Ethereum’s price surged by 40% in the past week, crossing $2,500. Between May 8-10, it rose from $1,812 to $2,584. This movement formed three consecutive bullish candles. As buying pressure increases, investors anticipate a strong bull run. The Relative Strength Index (RSI) is in the overbought zone. However, a short-term correction risk exists.
Ethereum Targets $4,570
Ethereum broke out from a low of $1,386. By surpassing the $2,517 peak, it formed a rounding bottom pattern. This pattern signals a trend reversal. If the price holds above $2,500, an 81% surge is possible. The target is calculated at $4,570. Trading above the 200-day EMA supports the rally.

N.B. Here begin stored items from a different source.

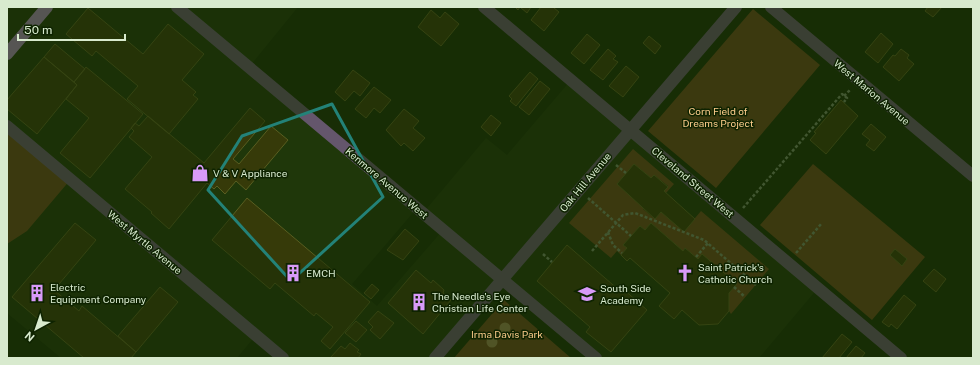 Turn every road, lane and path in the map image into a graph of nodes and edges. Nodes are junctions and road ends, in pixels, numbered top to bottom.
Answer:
1 (48, 7) edge
2 (177, 7) edge
3 (484, 7) edge
4 (736, 7) edge
5 (771, 7) edge
6 (7, 54) edge
7 (850, 90) dead end
8 (844, 96) junction
9 (844, 102) dead end
10 (7, 126) edge
11 (630, 130) junction
12 (973, 176) edge
13 (579, 190) junction
14 (742, 209) dead end
15 (616, 223) junction
16 (822, 224) dead end
17 (608, 232) junction
18 (631, 236) dead end
19 (708, 243) junction
20 (592, 251) dead end
21 (622, 253) dead end
22 (543, 254) dead end
23 (696, 257) dead end
24 (552, 262) dead end
25 (788, 262) junction
26 (502, 279) junction
27 (756, 285) dead end
28 (734, 287) dead end
29 (745, 297) dead end
30 (283, 358) edge
31 (435, 358) edge
32 (596, 358) edge
33 (902, 358) edge

1 - 6 main road
2 - 26 street, Kenmore Avenue West
3 - 11 street, Cleveland Street West
4 - 11 street, Oak Hill Avenue
5 - 12 street, West Marion Avenue
7 - 8 path
8 - 9 path
8 - 14 path
10 - 30 street, West Myrtle Avenue
11 - 13 street, Oak Hill Avenue
11 - 25 street, Cleveland Street West
13 - 15 path
13 - 26 street, Oak Hill Avenue
15 - 17 path
15 - 18 path
15 - 19 path
16 - 25 path
17 - 20 path
17 - 21 path
19 - 23 path
19 - 27 path
22 - 24 path
25 - 33 street, Cleveland Street West
26 - 31 street, Oak Hill Avenue
26 - 32 street, Kenmore Avenue West
28 - 29 path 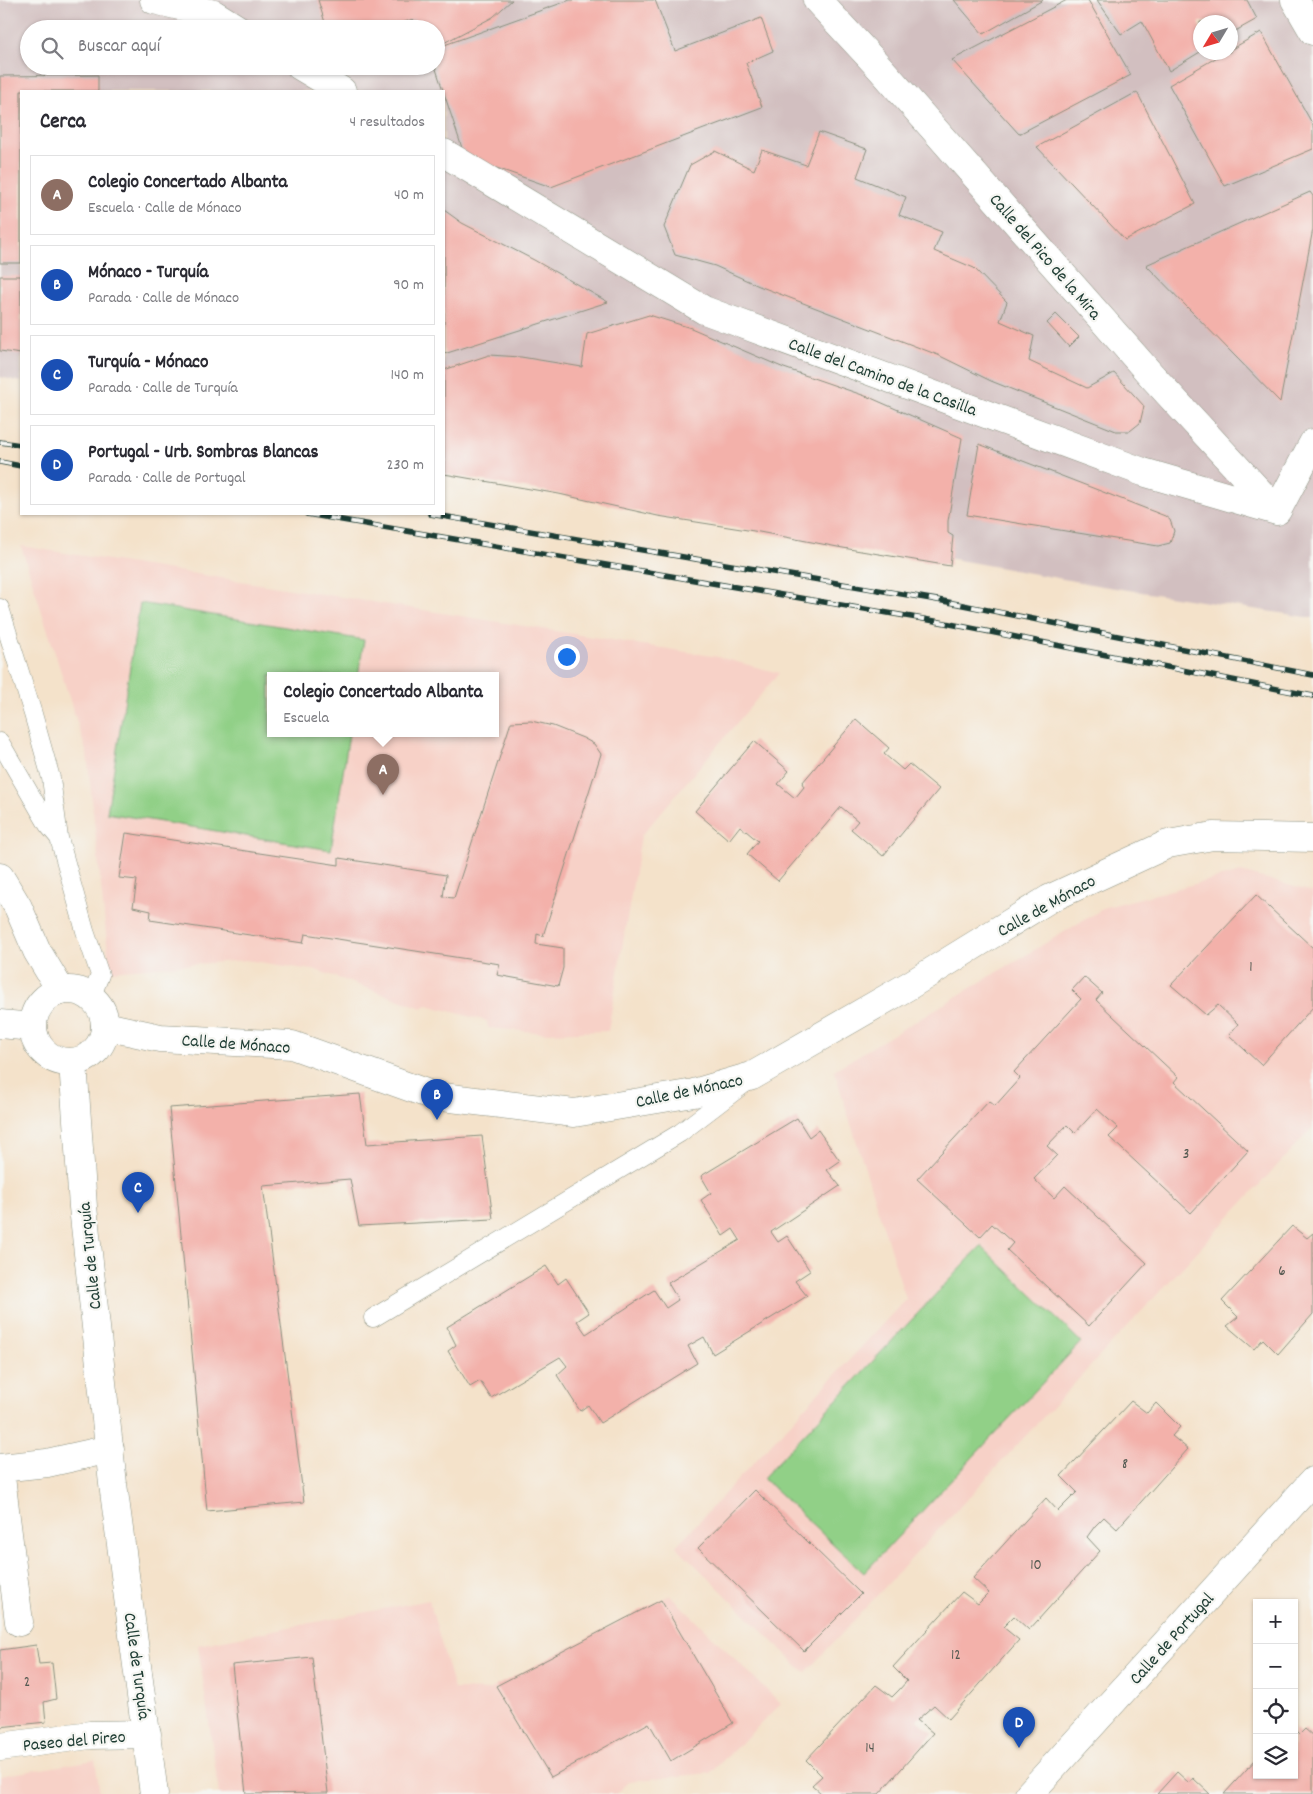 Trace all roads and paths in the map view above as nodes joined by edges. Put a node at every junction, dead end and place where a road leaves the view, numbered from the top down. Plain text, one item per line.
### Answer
1 (154, 0) edge
2 (817, 0) edge
3 (1295, 0) edge
4 (224, 20) edge
5 (1313, 31) edge
6 (315, 75) edge
7 (340, 90) edge
8 (445, 154) edge
9 (1313, 443) edge
10 (1277, 511) junction
11 (0, 608) edge
12 (0, 742) edge
13 (59, 838) junction
14 (1313, 838) edge
15 (0, 877) edge
16 (61, 991) junction
17 (91, 998) junction
18 (0, 1024) edge
19 (105, 1026) junction
20 (32, 1027) junction
21 (73, 1062) junction
22 (759, 1072) junction
23 (372, 1318) dead end
24 (110, 1449) junction
25 (0, 1469) edge
26 (1313, 1481) edge
27 (20, 1622) dead end
28 (147, 1734) junction
29 (0, 1747) edge
30 (154, 1794) edge
31 (1029, 1794) edge

1 - 4 street
2 - 10 street, Calle del Pico de la Mira
3 - 5 street
6 - 7 street
8 - 10 street, Calle del Camino de la Casilla
9 - 10 street
11 - 13 lane
12 - 13 lane
13 - 17 lane
14 - 22 street, Calle de Mónaco
15 - 16 street
16 - 17 street
16 - 20 street
17 - 19 street
18 - 20 street
19 - 21 street
19 - 22 street, Calle de Mónaco
20 - 21 street
21 - 24 street, Calle de Turquía
22 - 23 lane
24 - 25 street
24 - 28 street, Calle de Turquía
25 - 27 street
26 - 31 street, Calle de Portugal
28 - 29 street, Paseo del Pireo
28 - 30 street, Calle de Turquía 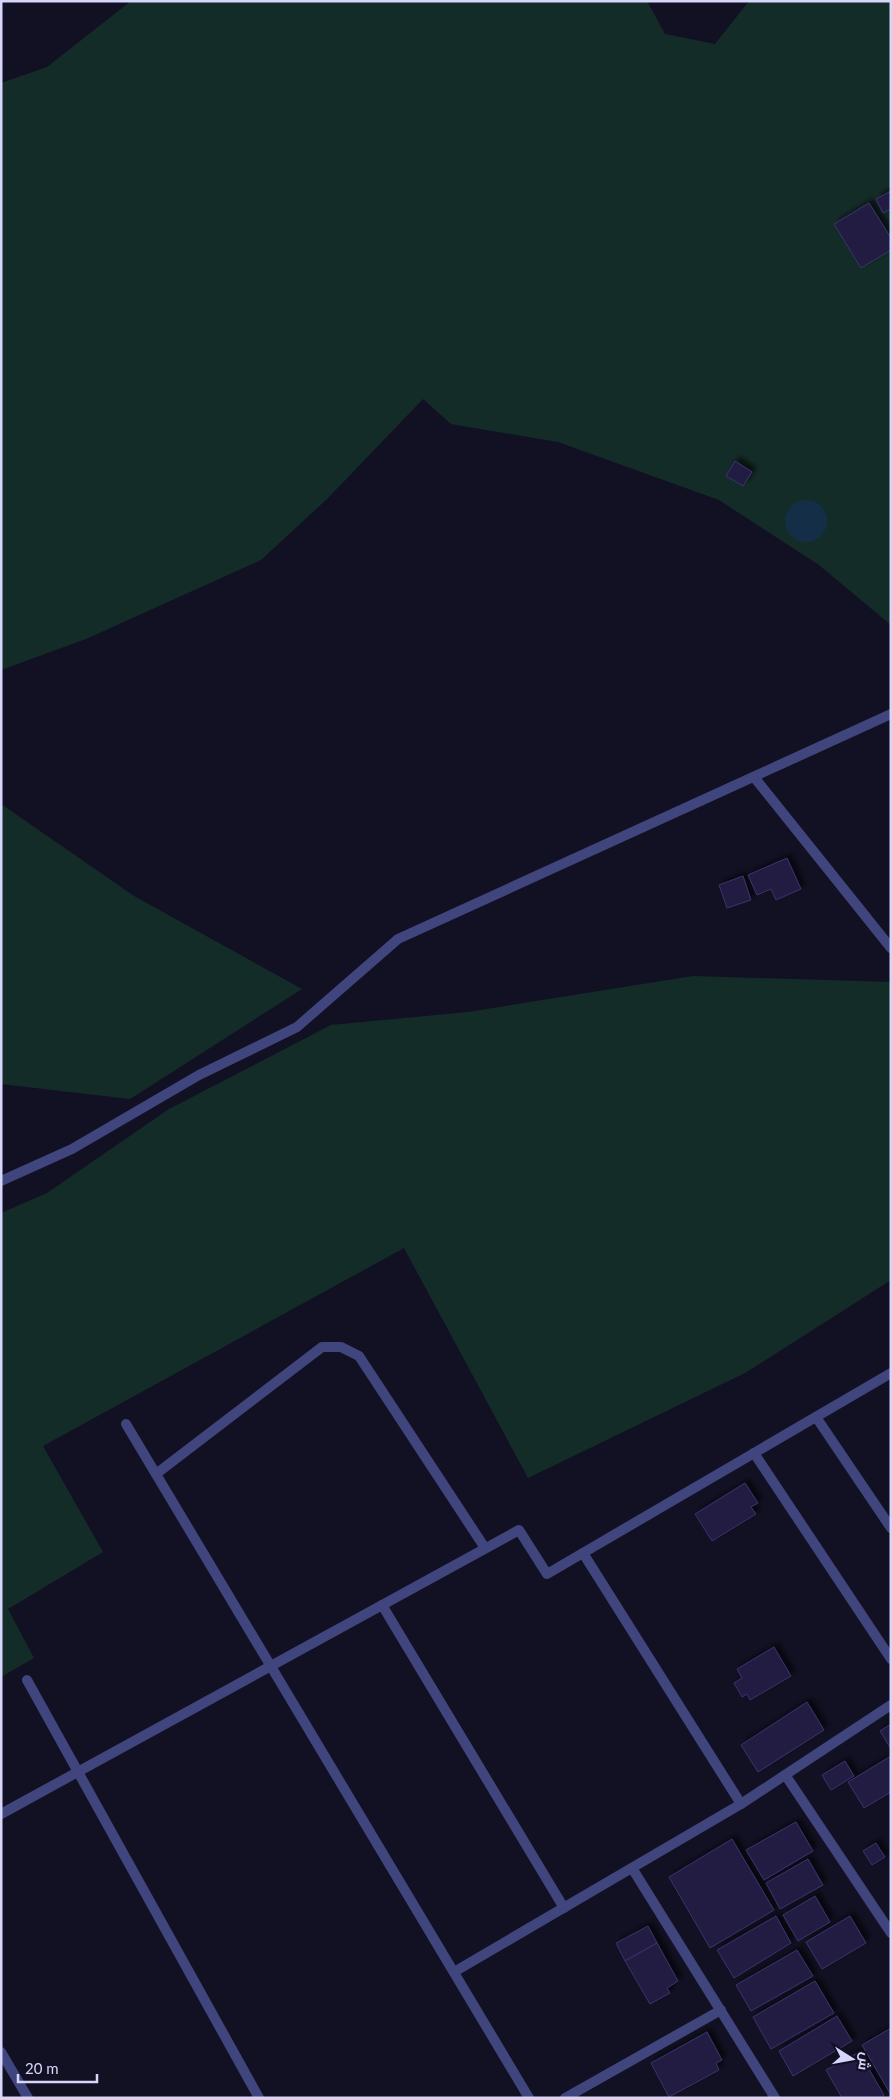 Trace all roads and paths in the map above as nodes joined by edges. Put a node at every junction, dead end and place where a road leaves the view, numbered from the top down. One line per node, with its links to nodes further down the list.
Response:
1 (891, 714): 2 (street)
2 (754, 777): 3 (street); 4 (street)
3 (891, 948)
4 (1, 1181)
5 (891, 1373): 6 (street)
6 (816, 1417): 8 (street); 10 (street)
7 (126, 1424): 9 (street)
8 (754, 1453): 12 (street); 14 (street)
9 (156, 1474): 11 (street); 15 (street)
10 (891, 1528)
11 (485, 1548): 12 (street); 13 (street)
12 (583, 1553): 20 (street)
13 (382, 1604): 15 (street); 23 (street)
14 (891, 1659)
15 (270, 1665): 18 (street); 25 (street)
16 (27, 1680): 18 (street)
17 (891, 1705): 19 (street)
18 (78, 1771): 21 (street); 29 (street)
19 (786, 1776): 20 (street); 24 (street)
20 (741, 1804): 22 (street)
21 (1, 1814)
22 (632, 1868): 23 (street); 26 (street)
23 (564, 1908): 25 (street)
24 (891, 1933)
25 (454, 1972): 30 (street)
26 (721, 2010): 31 (street); 32 (street)
27 (1, 2052): 28 (street)
28 (28, 2098)
29 (259, 2098)
30 (529, 2098)
31 (565, 2098)
32 (775, 2098) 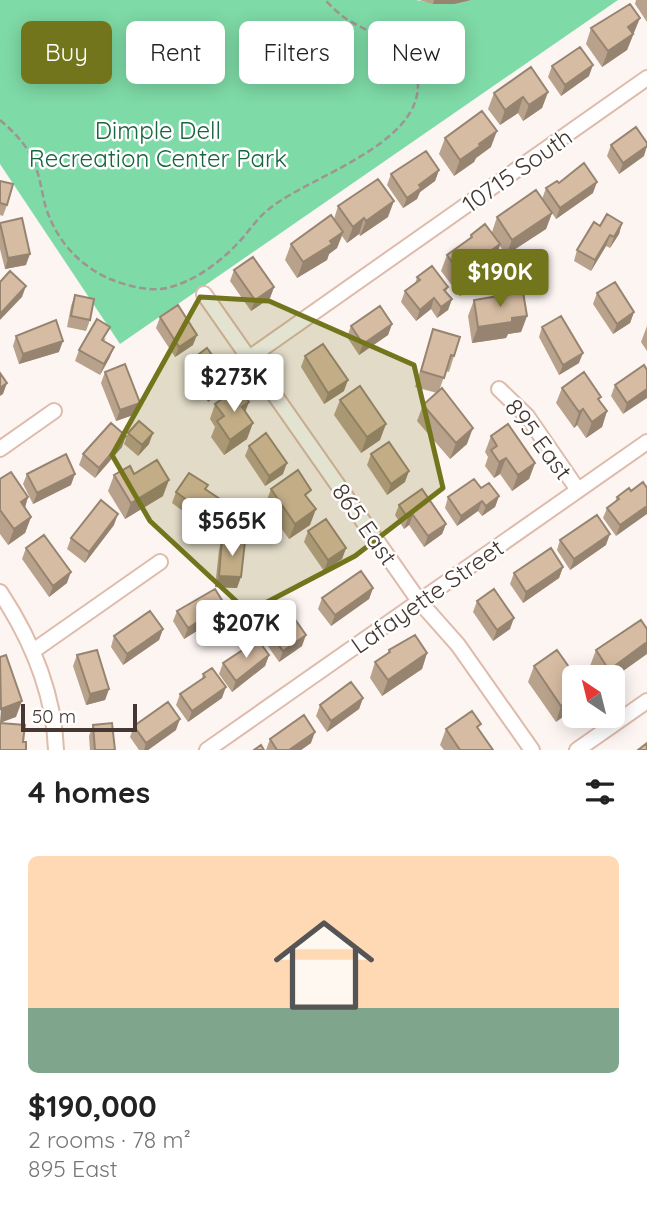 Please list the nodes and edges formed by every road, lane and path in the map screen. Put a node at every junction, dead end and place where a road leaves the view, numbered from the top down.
1 (325, 0) edge
2 (647, 78) edge
3 (0, 120) edge
4 (204, 294) dead end
5 (249, 358) junction
6 (499, 389) dead end
7 (54, 411) dead end
8 (647, 442) edge
9 (0, 449) edge
10 (578, 490) junction
11 (159, 562) dead end
12 (0, 592) edge
13 (419, 601) junction
14 (33, 651) junction
15 (647, 701) edge
16 (56, 750) edge
17 (207, 750) edge
18 (532, 750) edge
19 (578, 750) edge

1 - 3 path
2 - 5 street, 10715 South
4 - 5 street, 865 East
5 - 13 street, 865 East
6 - 10 street, 895 East
7 - 9 street
8 - 10 street, Lafayette Street
10 - 13 street, Lafayette Street
11 - 14 street
12 - 14 street
13 - 17 street, Lafayette Street
13 - 18 street, 865 East
14 - 16 street
15 - 19 street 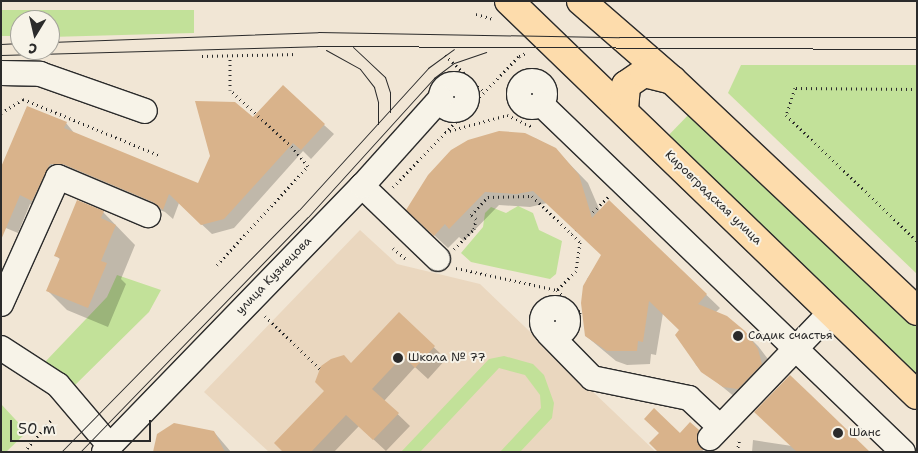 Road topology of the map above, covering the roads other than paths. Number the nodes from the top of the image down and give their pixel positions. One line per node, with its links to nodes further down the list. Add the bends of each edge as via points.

ETH Approaches Profitability
According to IntoTheBlock data, 6.61 million investors could make 66.96 million ETH profitable. The average purchase price is $2,462. If the price exceeds $2,557, this supply will become profitable. This could create a strong support zone. Investors expect the uptrend to continue.
Coinglass data shows $786 million in short position liquidations at $2,586. A 3% rise could trigger a short squeeze. Conversely, $715 million in long positions are at risk at $2,438. Both scenarios could increase volatility. The Pectra upgrade is a supporting factor for the rally.
Bearish Scenario and Support Levels
If Ethereum loses the 50% Fibonacci level at $2,430, the bullish thesis weakens. A drop below the 200-day EMA could test the 100-day EMA at $2,144. Bulls must defend these levels. Otherwise, bearish pressure increases.
The profitability of 67 million ETH could accelerate the rally. Technical analysis supports the $4,570 target. $3,000 forms a psychological stop point. Investors are optimistic due to the Pectra upgrade and market rally. However, liquidation risks require attention.